Re: SLRUs in the main buffer pool, redux

Поиск
Список
Период
Сортировка
От Heikki Linnakangas
Тема Re: SLRUs in the main buffer pool, redux
Дата
Msg-id 128709bc-992c-b57a-7174-098433b7faa4@iki.fi
обсуждение исходный текст
Ответ на Re: SLRUs in the main buffer pool, redux  (Heikki Linnakangas <hlinnaka@iki.fi>)
Список pgsql-hackers
On 25/07/2022 09:54, Heikki Linnakangas wrote:
> I'll write a separate post with my thoughts on the high-level design of
> this, ...

This patch represents each SLRU as a relation. The CLOG is one relation, 
pg_subtrans is another relations, and so forth. The SLRU relations use a 
different SMGR implementation, which is implemented in slru.c.

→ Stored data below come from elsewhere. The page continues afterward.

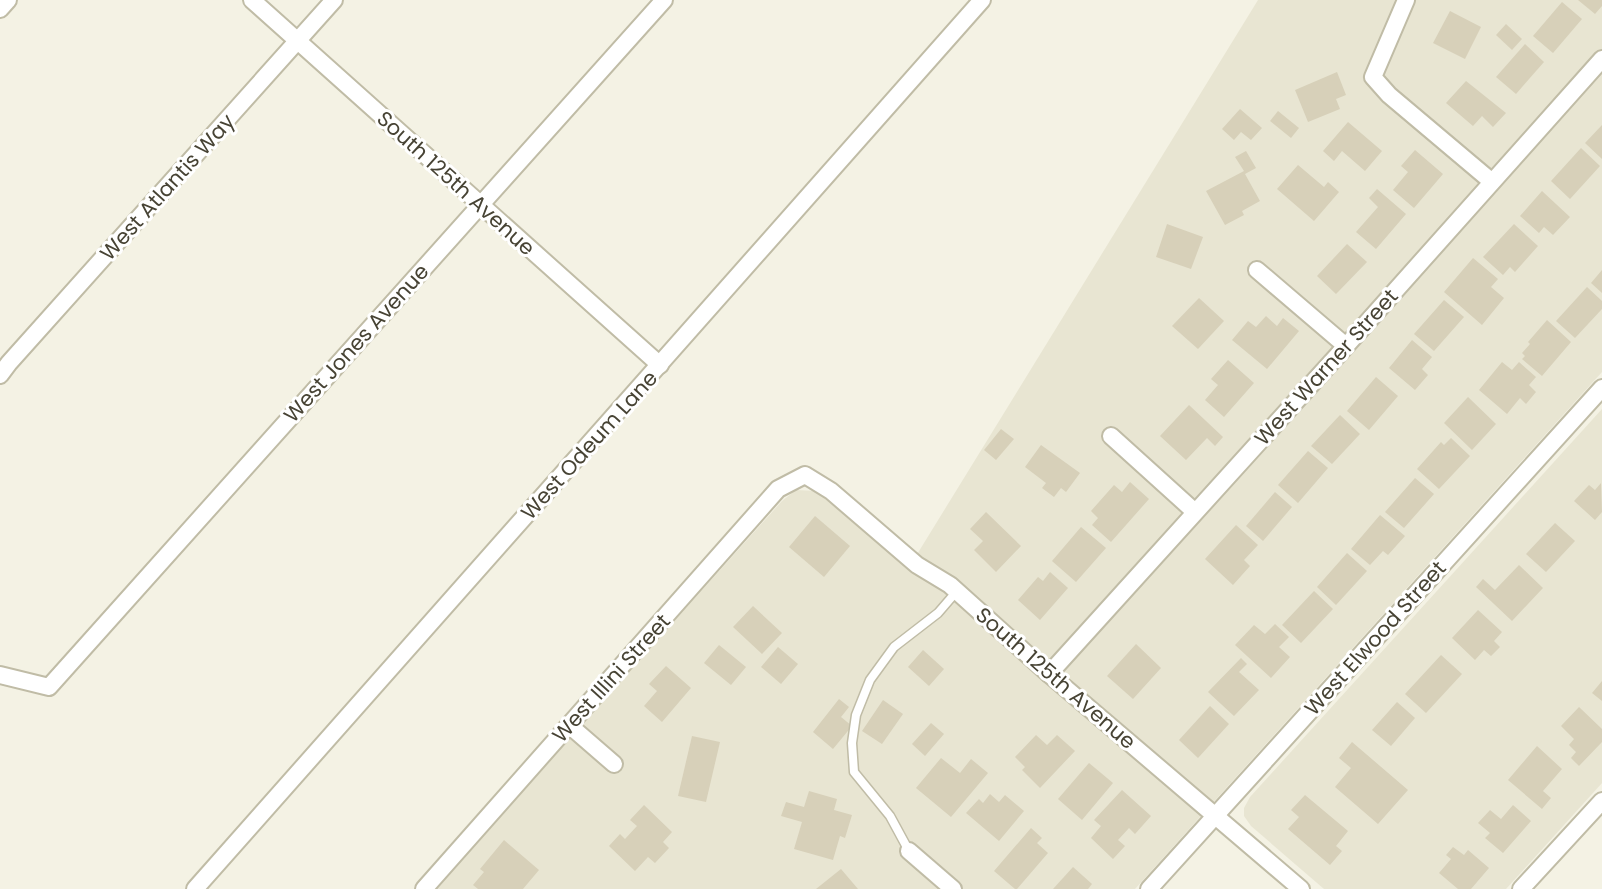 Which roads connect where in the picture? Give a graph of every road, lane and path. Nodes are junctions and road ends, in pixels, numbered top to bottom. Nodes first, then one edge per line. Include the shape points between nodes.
1 (8, 0) edge
2 (252, 0) edge
3 (334, 0) edge
4 (664, 0) edge
5 (982, 0) edge
6 (1406, 0) edge
7 (0, 9) edge
8 (298, 41) junction
9 (1602, 59) edge
10 (1491, 182) junction
11 (480, 205) junction
12 (1257, 270) dead end
13 (1346, 346) junction
14 (660, 365) junction
15 (0, 375) edge
16 (1602, 388) edge
17 (1111, 436) dead end
18 (805, 475) joint
19 (1196, 512) junction
20 (957, 591) junction
21 (1049, 674) junction
22 (0, 675) edge
23 (569, 725) junction
24 (614, 764) dead end
25 (1602, 801) edge
26 (1215, 816) junction
27 (909, 850) joint
28 (195, 889) edge
29 (424, 889) edge
30 (953, 889) edge
31 (1149, 889) edge
32 (1301, 889) edge
33 (1521, 889) edge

As you know, I'd like to make the SMGR implementation replaceable by 
extensions. We need that for Neon, and I'd imagine it to be useful for 
many other things, too, like compression, encryption, or restoring data 
from a backup on-demand. I'd like all file operations to go through the 
smgr API as much as possible, so that an extension can intercept SLRU 
file operations too. If we introduce another internal SMGR 
implementation, then an extension would need to replace both 
implementations separately. I'd prefer to use the current md.c 
implementation for SLRUs too, instead.

Thus I propose:

Let's represent each SLRU *segment* as a separate relation, giving each 
SLRU segment a separate relNumber. Then we can use md.c for SLRUs, too. 
Dropping an SLRU segment can be done by calling smgrunlink(). You won't 
need to deal with missing segments in md.c, because each individual SLRU 
file is a complete file, with no holes. Dropping buffers for one SLRU 
segment can be done with DropRelationBuffers(), instead of introducing 
the new DiscardBuffer() function. You can let md.c handle the caching of 
the file descriptors, you won't need to reimplement that with 
'slru_file_segment'.

SLRUs won't need the segmentation into 1 GB segments that md.c does, 
because each SLRU file is just 256 kB in size. That's OK. (BTW, I 
propose that we bump the SLRU segment size up to a whopping 1 MB or even 
more, while we're at it. But one step at a time.)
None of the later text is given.